The bull market began in the middle of September, when the Dow average of 30 blue-chip stocks was around 1,310. It reached an all-time high of 1,855.90 on April 21.
"Now, stocks have to find another catalyst other than projected lower interest rates," said William Lefevre of Purcell Graham, an investment firm.
But the road ahead could be filled with land mines. Overly rosy short-term earnings projections could cause repeated misfires, said Robert Christian, an economist with Provident National Bank.
Recent signs of an unforgiving market include the battering of shares of Raychem and US Shoe; both recently dropped more than 10 percent in value in one day on negative earnings reports.
And the market's general high optimism left it vulnerable to the news of the Soviet nuclear mishap in Chernobyl, Christian said. "Anything unforeseen can have a very damaging effect when there is a high level of optimism," he said.

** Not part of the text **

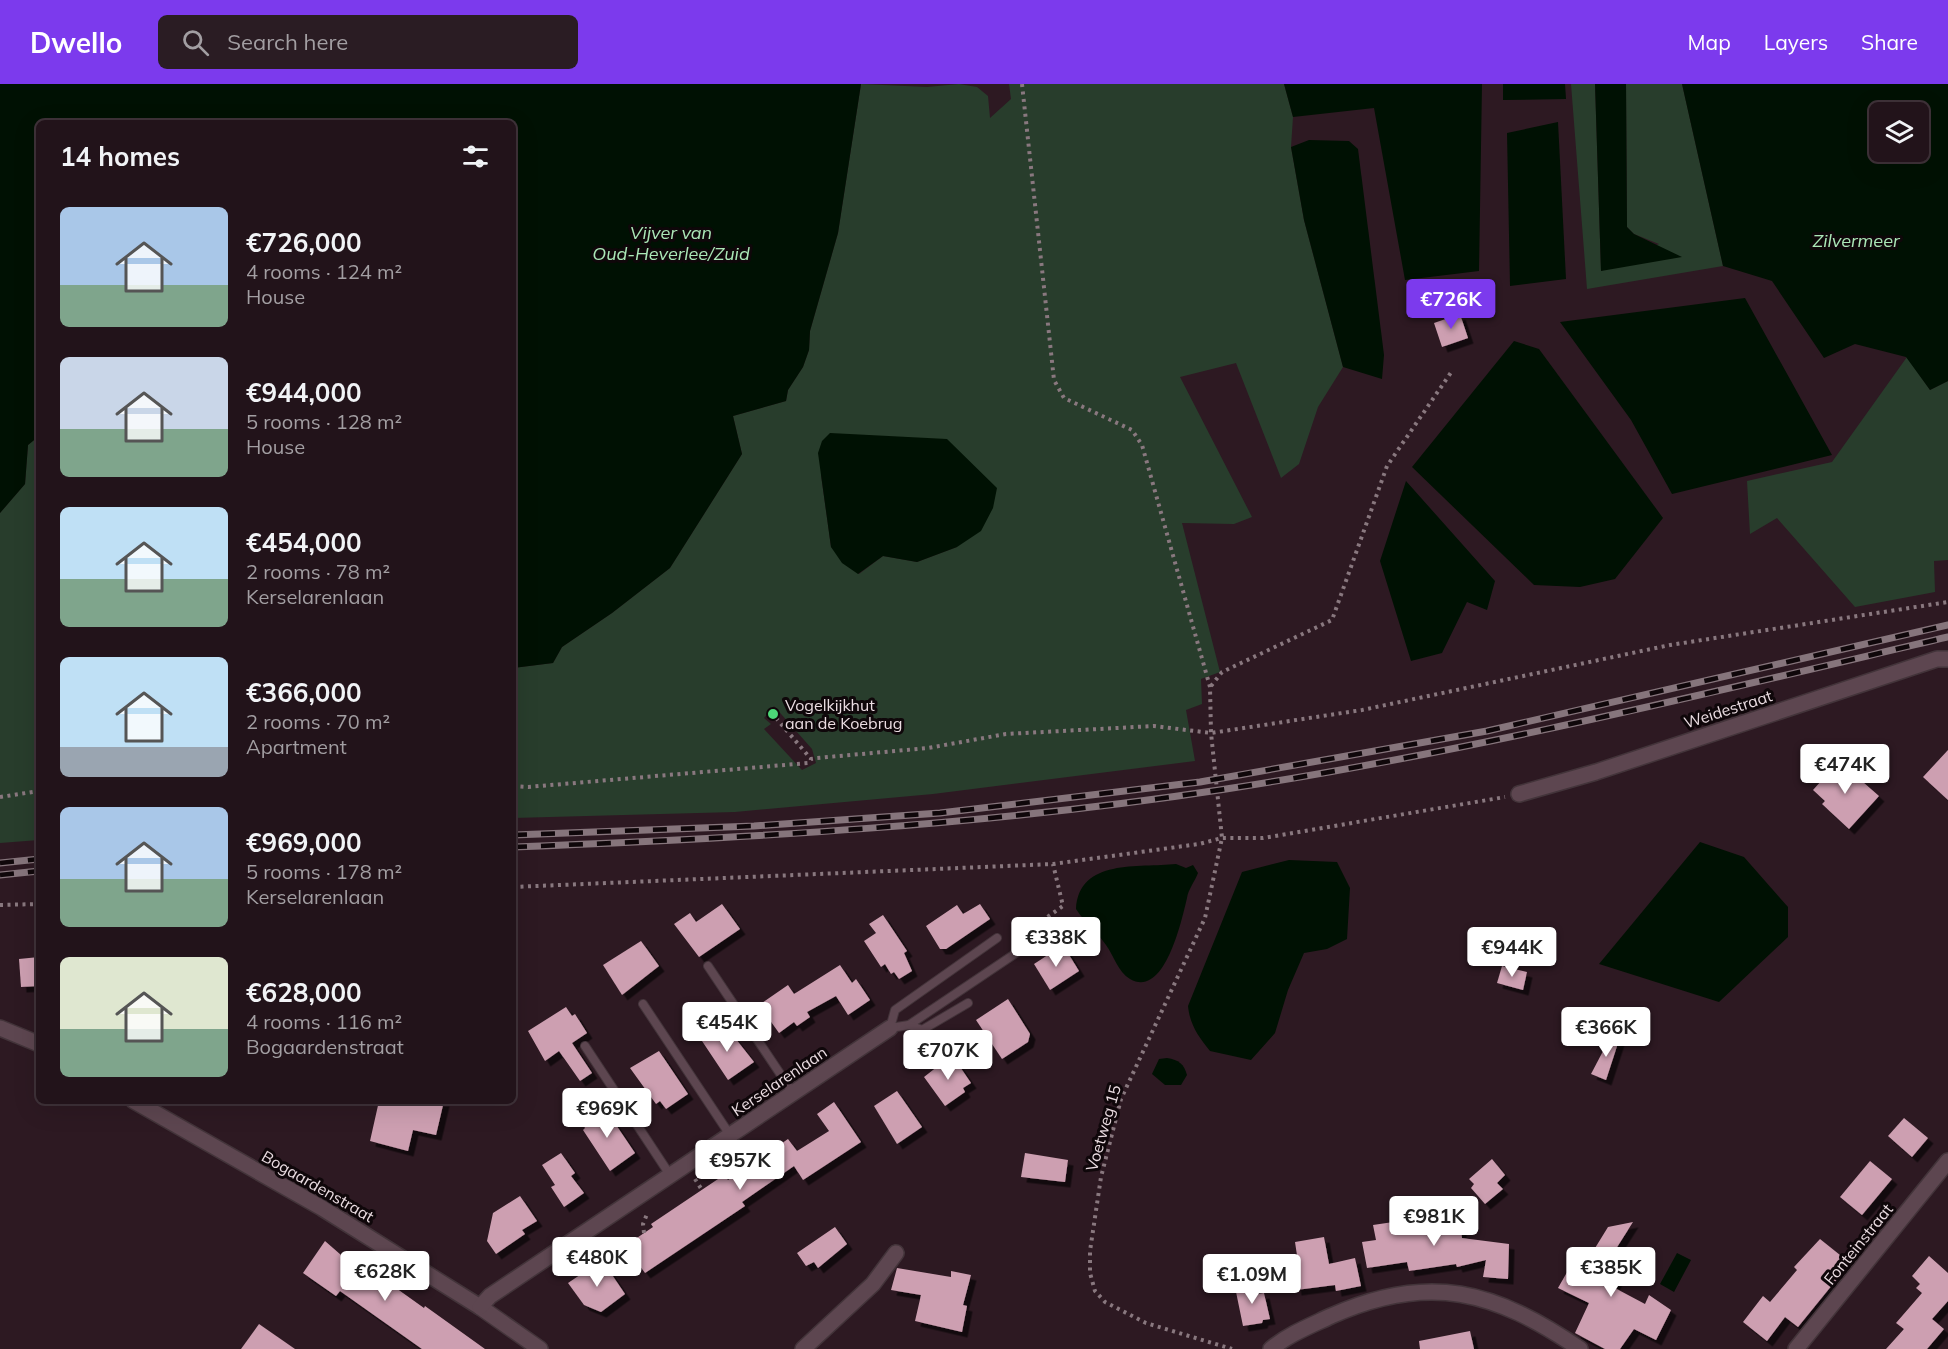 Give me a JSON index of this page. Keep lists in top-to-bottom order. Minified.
{"streets":{"street":["Weidestraat","Kerselarenlaan","Bogaardenstraat","Fonteinstraat"],"path":["Voetweg 15"]},"crossings":[["Kerselarenlaan","Bogaardenstraat"]],"water":["Vijver van Oud-Heverlee/Zuid","Zilvermeer"],"places":["Vogelkijkhut aan de Koebrug"],"page":{"header":"Dwello","search":"Search here","nav":["Map","Layers","Share"],"heading":"14 homes","list":[{"name":"€726,000","note":"4 rooms · 124 m² · House"},{"name":"€944,000","note":"5 rooms · 128 m² · House"},{"name":"€454,000","note":"2 rooms · 78 m² · Kerselarenlaan"},{"name":"€366,000","note":"2 rooms · 70 m² · Apartment"},{"name":"€969,000","note":"5 rooms · 178 m² · Kerselarenlaan"},{"name":"€628,000","note":"4 rooms · 116 m² · Bogaardenstraat"}],"price":["€726K","€474K","€338K","€944K","€454K","€366K","€707K","€969K","€957K","€981K","€480K","€385K","€628K","€1.09M"]}}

Christian has kept his own optimism bottled up for later: He expects the Dow Jones industrial average to surge "well beyond 2,000 in 1986" when the market responds to what he said will be a much revived economy later in the year.
Corporate earnings, which have been virtually unchanged, will surge 10 percent in 1986, with a strong second half, he said.

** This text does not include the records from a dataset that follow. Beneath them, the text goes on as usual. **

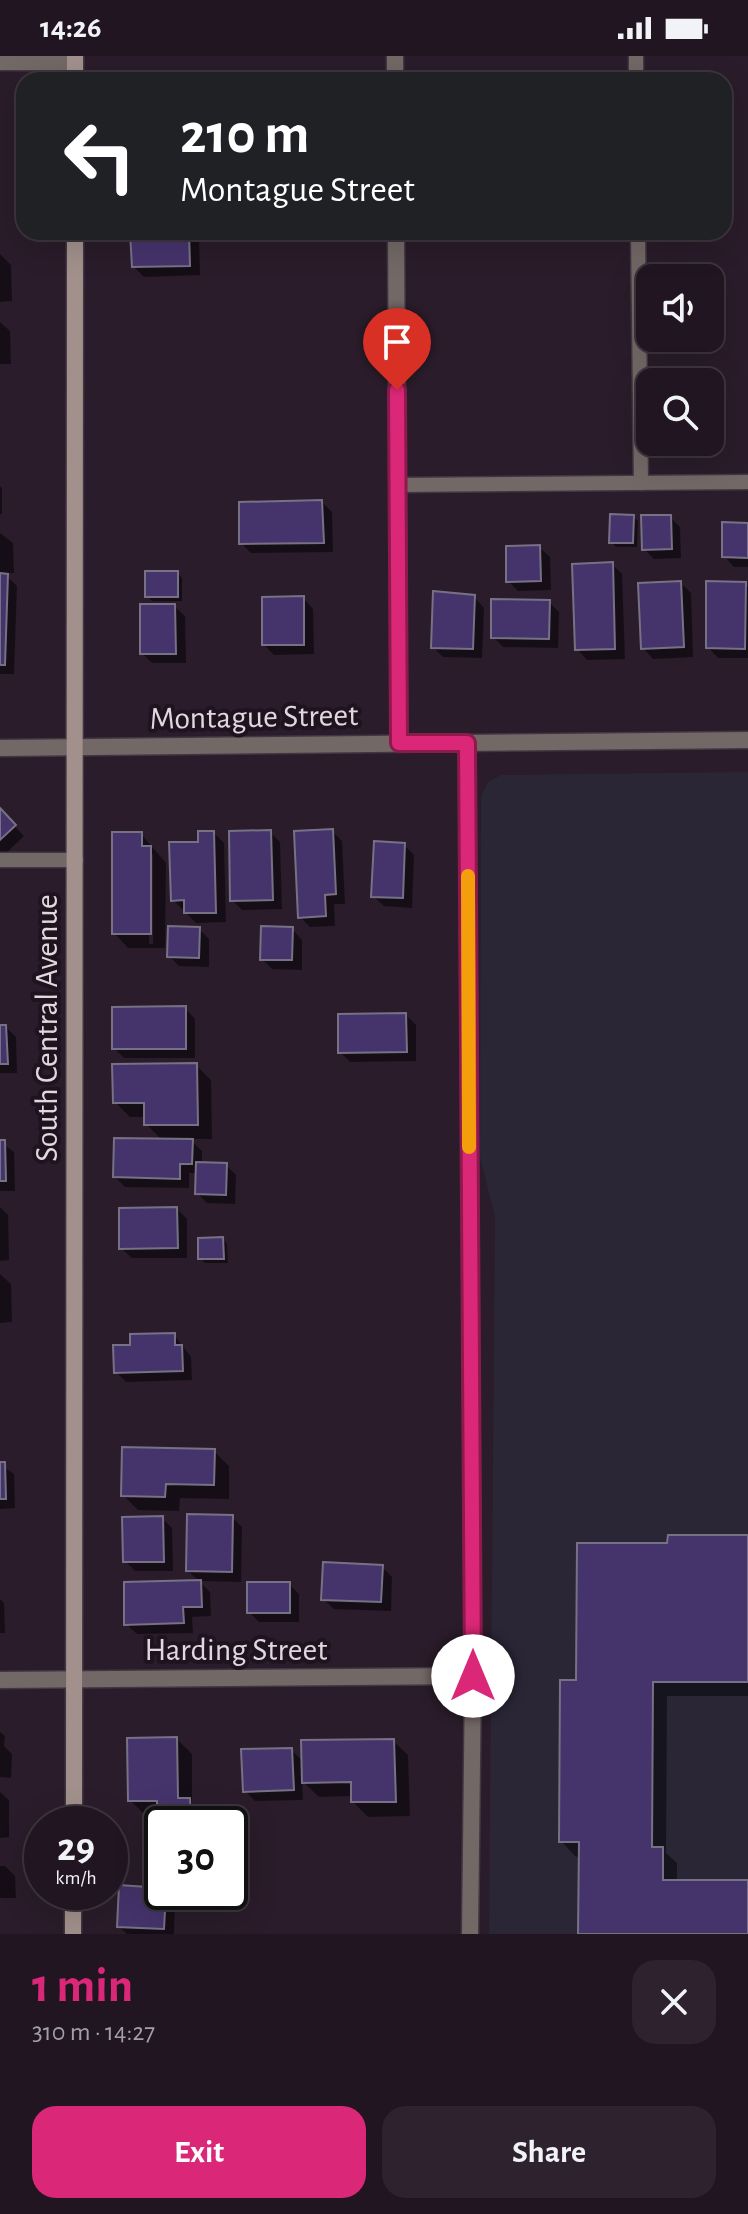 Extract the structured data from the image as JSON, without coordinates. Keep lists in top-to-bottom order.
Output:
{
  "streets": {
    "main road": ["South Central Avenue"],
    "street": ["Montague Street", "Harding Street"]
  },
  "crossings": [
    ["Montague Street", "South Central Avenue"],
    ["South Central Avenue", "Harding Street"]
  ],
  "page": {
    "status": "14:26",
    "turn": ["210 m", "Montague Street"],
    "speed": "29 km/h",
    "limit": "30",
    "heading": ["1 min", "310 m · 14:27"],
    "buttons": ["Exit", "Share"]
  }
}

Although interest rates may have seen their biggest declines, stocks may grow more attractive as investors focus on their "total return," or dividends plus price appreciation, said Hugh Johnson, an economist with First Albany.
Dividend payouts will rise 7 percent as earnings rebound in 1986, he predicted, adding that the chance for making money will be enhanced by improved corporate earnings.
But before investors can cash in on any of these developments, a decline could continue, Johnson said.
He traced the current decline to the rising concern that the dollar fell too far, too fast. At about the time the Dow industrials reached the all-time high of 1855.90 in mid-April, the dollar was hitting its all-time low against the Japanese yen.
For stocks, this was a psychological turning point. With the dollar in a precipitous fall, the Federal Reserve's hands were tied, with respect to fostering further interest-rate drops, Johnson said.
The descent of the dollar was scaring foreign investors away from U.S. investments, including stocks, analysts said.
"As long as [interest] rates were dropping rapidly, there was a tremendous urgency on the buy side in the stock market," said Walter Wulkan, head of investment strategy at Gruntal and Co. He said that demand for stocks has tapered off.
"Traditionally, a bull market has two phases," said Wulkan. The first is a response to declining interest rates, the second, to rising profits fueled by the lower rates.
"We're in a resting period in the economy now," he said, adding that the recent 0.5 percent rise in the March leading economic indicators showed a virtual no-growth phase.